Levels of cooperation (or at least intent to cooperate) seemed high at the meeting between Europeans, Canadians and Americans. There was, however, a general concern regarding the difficulty in overcoming government “over-regulation.” Many medical professionals feel that government has swung so far towards the side of protecting “patient rights” that it is very difficult to get things done. In particular, it is difficult to get much help from the National Cancer Institute due to bureaucratic obstacles, and it is difficult for the U.S. to collaborate/ share trials with Europeans (and presumably Canadians as well).

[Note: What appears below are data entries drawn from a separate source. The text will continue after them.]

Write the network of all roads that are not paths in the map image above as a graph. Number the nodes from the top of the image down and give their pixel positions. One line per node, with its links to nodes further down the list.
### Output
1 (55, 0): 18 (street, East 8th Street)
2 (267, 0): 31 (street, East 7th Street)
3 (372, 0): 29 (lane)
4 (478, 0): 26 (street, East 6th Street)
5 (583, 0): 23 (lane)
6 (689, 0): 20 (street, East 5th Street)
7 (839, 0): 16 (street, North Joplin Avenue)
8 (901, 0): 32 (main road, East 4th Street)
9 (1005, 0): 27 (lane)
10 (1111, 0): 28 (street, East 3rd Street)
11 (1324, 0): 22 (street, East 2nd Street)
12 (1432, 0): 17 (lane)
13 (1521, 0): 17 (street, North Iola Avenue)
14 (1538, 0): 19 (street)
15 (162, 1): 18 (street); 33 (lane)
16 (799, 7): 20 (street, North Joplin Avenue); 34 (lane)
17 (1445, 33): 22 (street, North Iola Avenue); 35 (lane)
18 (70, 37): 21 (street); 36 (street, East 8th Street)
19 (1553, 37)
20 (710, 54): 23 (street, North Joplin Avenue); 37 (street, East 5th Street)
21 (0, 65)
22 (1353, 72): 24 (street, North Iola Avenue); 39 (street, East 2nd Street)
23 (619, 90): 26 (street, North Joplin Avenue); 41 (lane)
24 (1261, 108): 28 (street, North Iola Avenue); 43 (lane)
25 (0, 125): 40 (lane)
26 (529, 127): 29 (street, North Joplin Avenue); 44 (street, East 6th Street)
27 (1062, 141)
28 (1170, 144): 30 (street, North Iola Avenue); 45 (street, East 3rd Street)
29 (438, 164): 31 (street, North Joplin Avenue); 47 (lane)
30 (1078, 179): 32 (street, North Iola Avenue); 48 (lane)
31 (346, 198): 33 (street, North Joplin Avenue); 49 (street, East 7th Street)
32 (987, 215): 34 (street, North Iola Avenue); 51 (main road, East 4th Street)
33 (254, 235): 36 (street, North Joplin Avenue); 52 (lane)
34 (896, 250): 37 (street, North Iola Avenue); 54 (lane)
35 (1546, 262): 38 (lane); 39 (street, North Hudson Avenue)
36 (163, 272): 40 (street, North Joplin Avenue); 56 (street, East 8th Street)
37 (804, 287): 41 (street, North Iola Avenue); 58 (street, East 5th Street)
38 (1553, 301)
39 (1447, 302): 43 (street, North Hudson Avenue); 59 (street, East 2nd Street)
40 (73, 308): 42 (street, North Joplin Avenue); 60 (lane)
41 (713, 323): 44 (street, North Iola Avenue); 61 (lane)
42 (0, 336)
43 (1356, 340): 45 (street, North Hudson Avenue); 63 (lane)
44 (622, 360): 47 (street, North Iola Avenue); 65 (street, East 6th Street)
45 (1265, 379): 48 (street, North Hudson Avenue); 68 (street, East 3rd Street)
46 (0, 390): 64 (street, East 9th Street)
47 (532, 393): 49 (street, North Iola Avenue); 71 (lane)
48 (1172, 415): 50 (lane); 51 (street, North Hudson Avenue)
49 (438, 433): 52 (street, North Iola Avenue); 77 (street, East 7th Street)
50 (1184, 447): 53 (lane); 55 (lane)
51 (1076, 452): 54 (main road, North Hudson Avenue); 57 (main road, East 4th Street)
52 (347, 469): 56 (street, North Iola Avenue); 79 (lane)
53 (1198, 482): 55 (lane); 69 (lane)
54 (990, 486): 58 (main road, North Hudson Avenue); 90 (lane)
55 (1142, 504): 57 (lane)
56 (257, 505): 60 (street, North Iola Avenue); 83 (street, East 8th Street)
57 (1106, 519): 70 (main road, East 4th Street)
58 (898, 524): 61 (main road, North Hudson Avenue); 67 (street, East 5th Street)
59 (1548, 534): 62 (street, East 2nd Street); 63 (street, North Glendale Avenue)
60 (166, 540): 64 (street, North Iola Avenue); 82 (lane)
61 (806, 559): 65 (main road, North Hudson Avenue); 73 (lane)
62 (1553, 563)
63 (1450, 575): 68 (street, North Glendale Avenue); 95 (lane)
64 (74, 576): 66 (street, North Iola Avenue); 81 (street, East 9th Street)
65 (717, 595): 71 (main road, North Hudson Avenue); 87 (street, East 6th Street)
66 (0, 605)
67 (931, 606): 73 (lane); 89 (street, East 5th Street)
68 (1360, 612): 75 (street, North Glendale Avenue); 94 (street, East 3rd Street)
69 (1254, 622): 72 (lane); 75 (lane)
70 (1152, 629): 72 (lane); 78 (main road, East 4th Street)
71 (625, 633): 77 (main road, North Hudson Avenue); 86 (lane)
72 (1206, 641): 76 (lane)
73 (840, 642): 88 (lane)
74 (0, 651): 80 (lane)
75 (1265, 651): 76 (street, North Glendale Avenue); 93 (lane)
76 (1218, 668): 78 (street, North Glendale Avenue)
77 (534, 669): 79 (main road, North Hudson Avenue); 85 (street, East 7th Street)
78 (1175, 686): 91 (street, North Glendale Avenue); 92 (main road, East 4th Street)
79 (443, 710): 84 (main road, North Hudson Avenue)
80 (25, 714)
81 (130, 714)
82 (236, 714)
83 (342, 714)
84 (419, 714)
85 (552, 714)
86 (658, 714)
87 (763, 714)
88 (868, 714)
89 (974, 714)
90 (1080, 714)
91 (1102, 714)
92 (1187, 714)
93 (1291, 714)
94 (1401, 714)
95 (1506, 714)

SU011248: The new Sugen drug SU011248 has been in phase l clinical trial at Dana-Farber for several months. Preliminary information (take this information with great caution; this is a phase l trial designed to measure drug safety levels, not effectiveness) is that a significant number of GIST patients not responding to Gleevec do respond to this drug in combination with Gleevec. It would be reckless at this point to assign a public statistic to the term “significant.” A new trial is to begin shortly at Memorial Sloan-Kettering. One is also expected in Canada, but we were unable to get any information about start dates there.
There is also a note of concern raised by the fact that Sugen has been bought by Pharmacia, which in turn has been bought by Pfizer. The new research and marketing bureaucracies may change the focus of interest in certain drugs.
We found that the most cutting edge information is often best obtained via behind-the-scenes professional networking. We are getting new reports of GIST resistance to Gleevec; not enough to panic, but sufficient to galvanize our energies to, 1) identify new, existing drugs and compounds (we cannot wait the 10-plus years it takes to develop brand new drugs) and, as important, 2) to influence the decisions of drug companies in bringing new drugs to trial and to market. I was concerned, for example, that Novartis was not represented at the CTOS meeting and I am following up to find out why.
Our bottom line issue with every researcher must be: what are you doing to overcome current and potential resistance to Gleevec? It is becoming increasingly clear that GIST will ultimately be treated by a combination of drugs, not just Gleevec alone.
We must make sure that these arrive on time.